Across Canada, there have been attempts at diversifying police, as well as providing training aimed at eliminating individually held notions of prejudice. There have been sweeping measures to change how police engage with those experiencing mental health distress, as well as the use of expensive body cameras. Unfortunately, such measures have always failed to end police-involved deaths of Black and Indigenous people. Research shows that body cameras either have no impact on whether or not a police officer is likely to use lethal force, or lead police to be more likely to use lethal force.

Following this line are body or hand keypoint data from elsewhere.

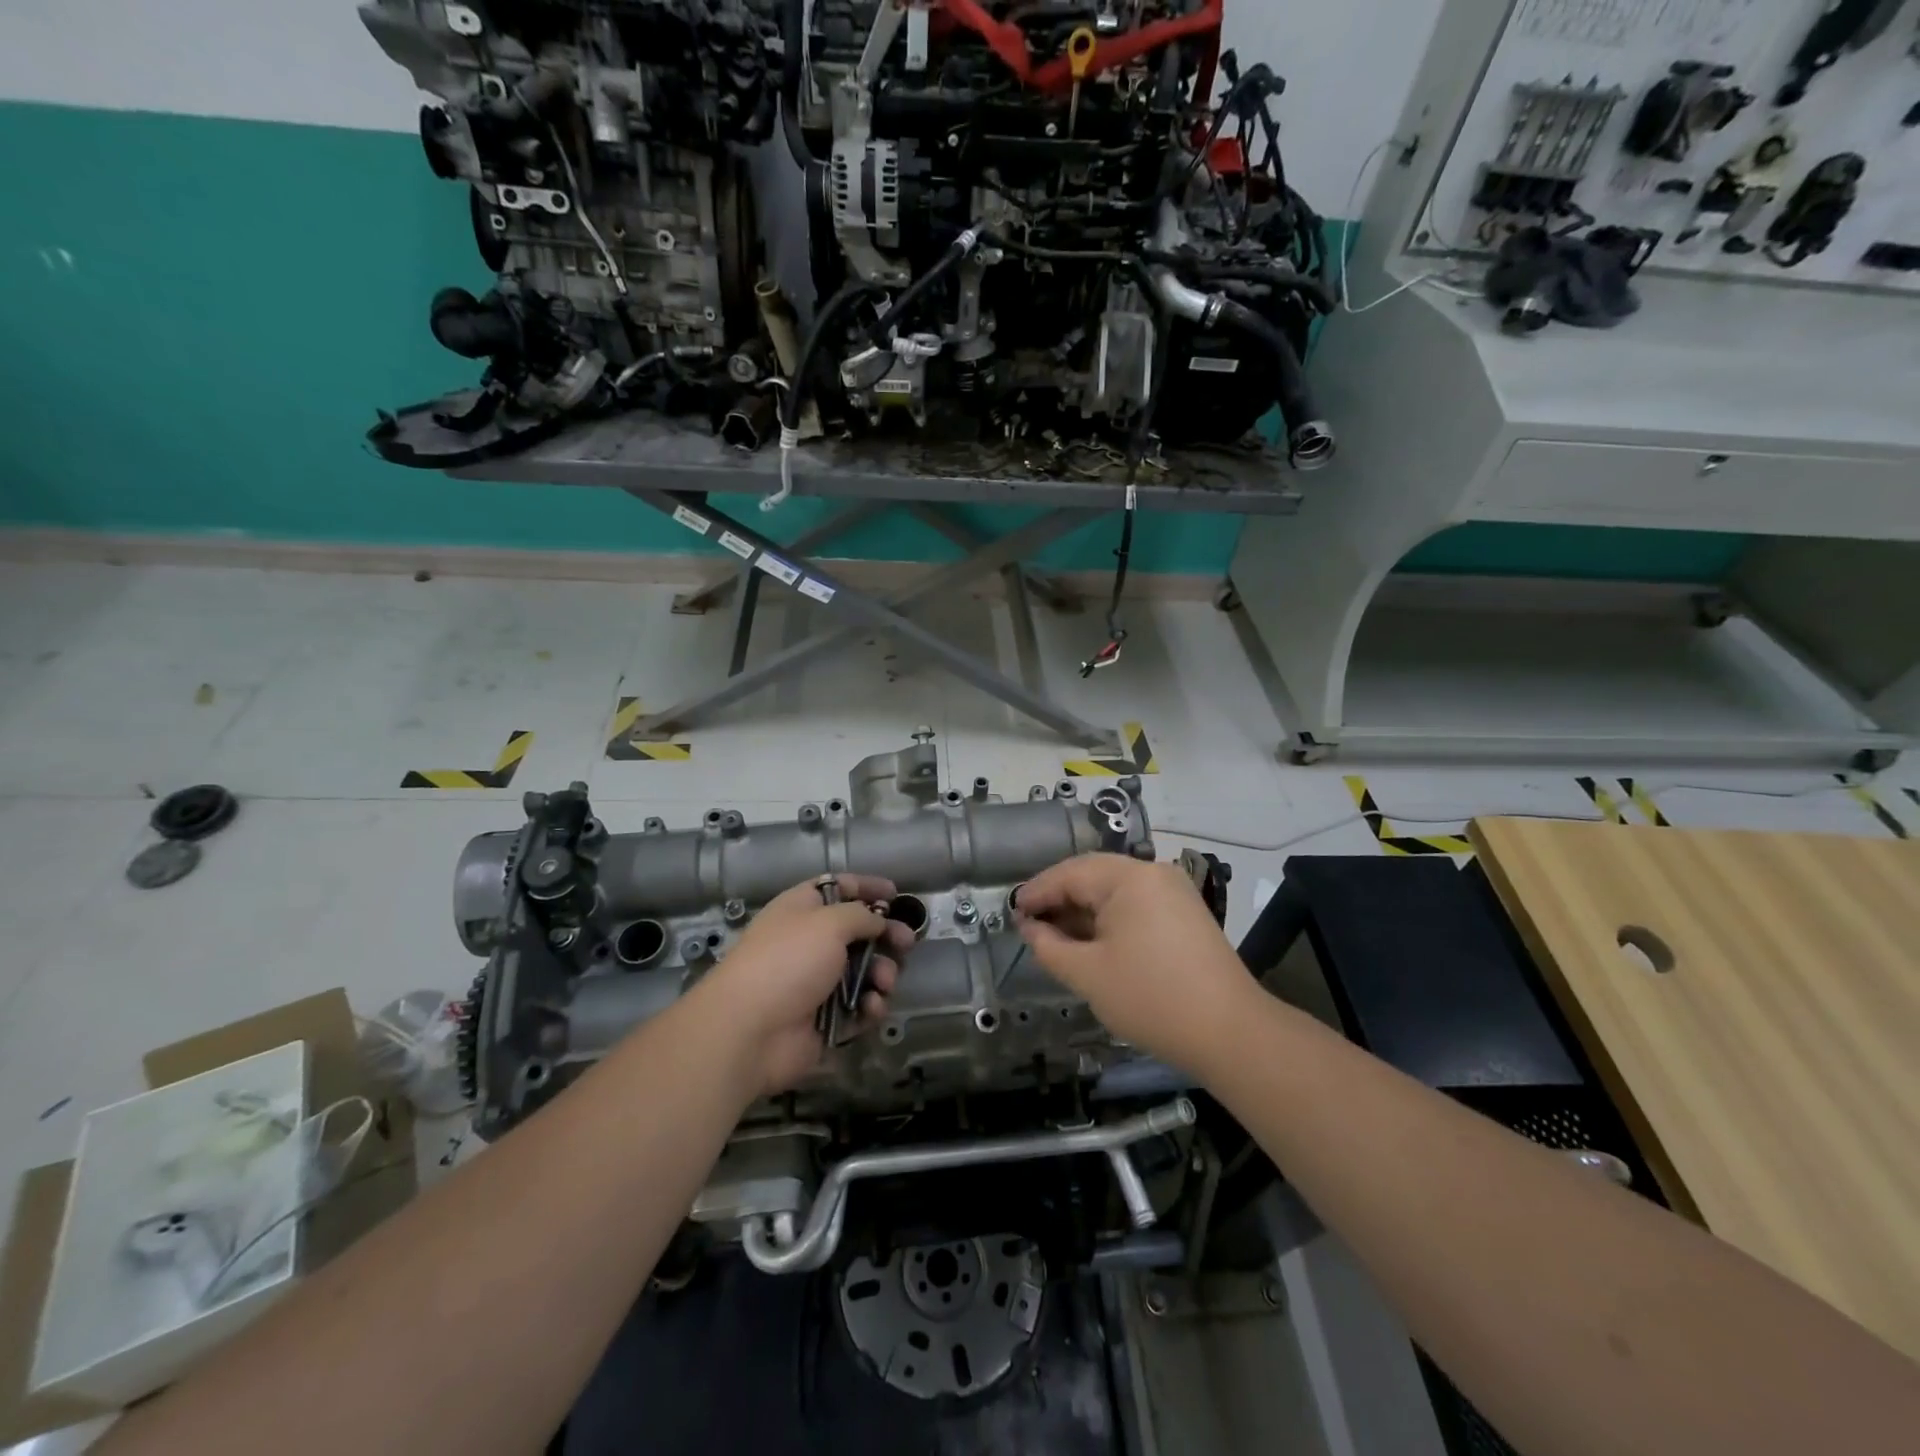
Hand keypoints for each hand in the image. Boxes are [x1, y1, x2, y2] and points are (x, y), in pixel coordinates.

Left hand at [701, 873, 914, 1095]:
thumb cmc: (788, 961)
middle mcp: (810, 942)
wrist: (749, 1031)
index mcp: (803, 910)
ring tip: (884, 982)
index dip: (867, 887)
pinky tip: (871, 1008)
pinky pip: (859, 1008)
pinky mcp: (826, 1020)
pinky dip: (870, 1007)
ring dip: (883, 974)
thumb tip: (877, 921)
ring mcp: (817, 983)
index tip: (896, 893)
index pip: (839, 888)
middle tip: (907, 943)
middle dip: (886, 936)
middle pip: (859, 932)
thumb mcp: (829, 922)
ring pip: (865, 972)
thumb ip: (862, 915)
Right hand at [1013, 853, 1252, 1074]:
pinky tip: (1091, 941)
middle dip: (1059, 899)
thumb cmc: (1150, 998)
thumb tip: (1029, 926)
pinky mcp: (1185, 914)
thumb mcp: (1087, 974)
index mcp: (1129, 877)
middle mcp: (1153, 873)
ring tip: (1055, 935)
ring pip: (1115, 891)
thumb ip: (1049, 945)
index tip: (1011, 912)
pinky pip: (1136, 905)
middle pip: (1093, 876)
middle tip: (1029, 924)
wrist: (1230, 1033)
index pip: (1070, 873)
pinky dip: (1109, 919)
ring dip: (1083, 910)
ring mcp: (1174, 892)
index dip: (1037, 892)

Police have consistently shown they are hostile to reform measures. Take, for example, accountability bodies like Ontario’s Special Investigations Unit (SIU) or Quebec’s Bureau des Enquêtes Indépendantes (BEI). These are meant to be arms-length civilian bodies with the power to lay charges against officers that kill or inflict serious harm to civilians. But police often refuse to cooperate with investigations, withholding notes and declining to participate. Between 2016 and 2019, the BEI investigated 126 cases, including 71 deaths. It laid zero charges. These bodies have failed at changing how police engage with Black and Indigenous people.

I don’t want to see more of us dying. I want them to stop killing us. Reform measures simply do not work, so it’s time for a new approach. Our lives are worth it.

But who will I call to help with a burglary or sexual assault?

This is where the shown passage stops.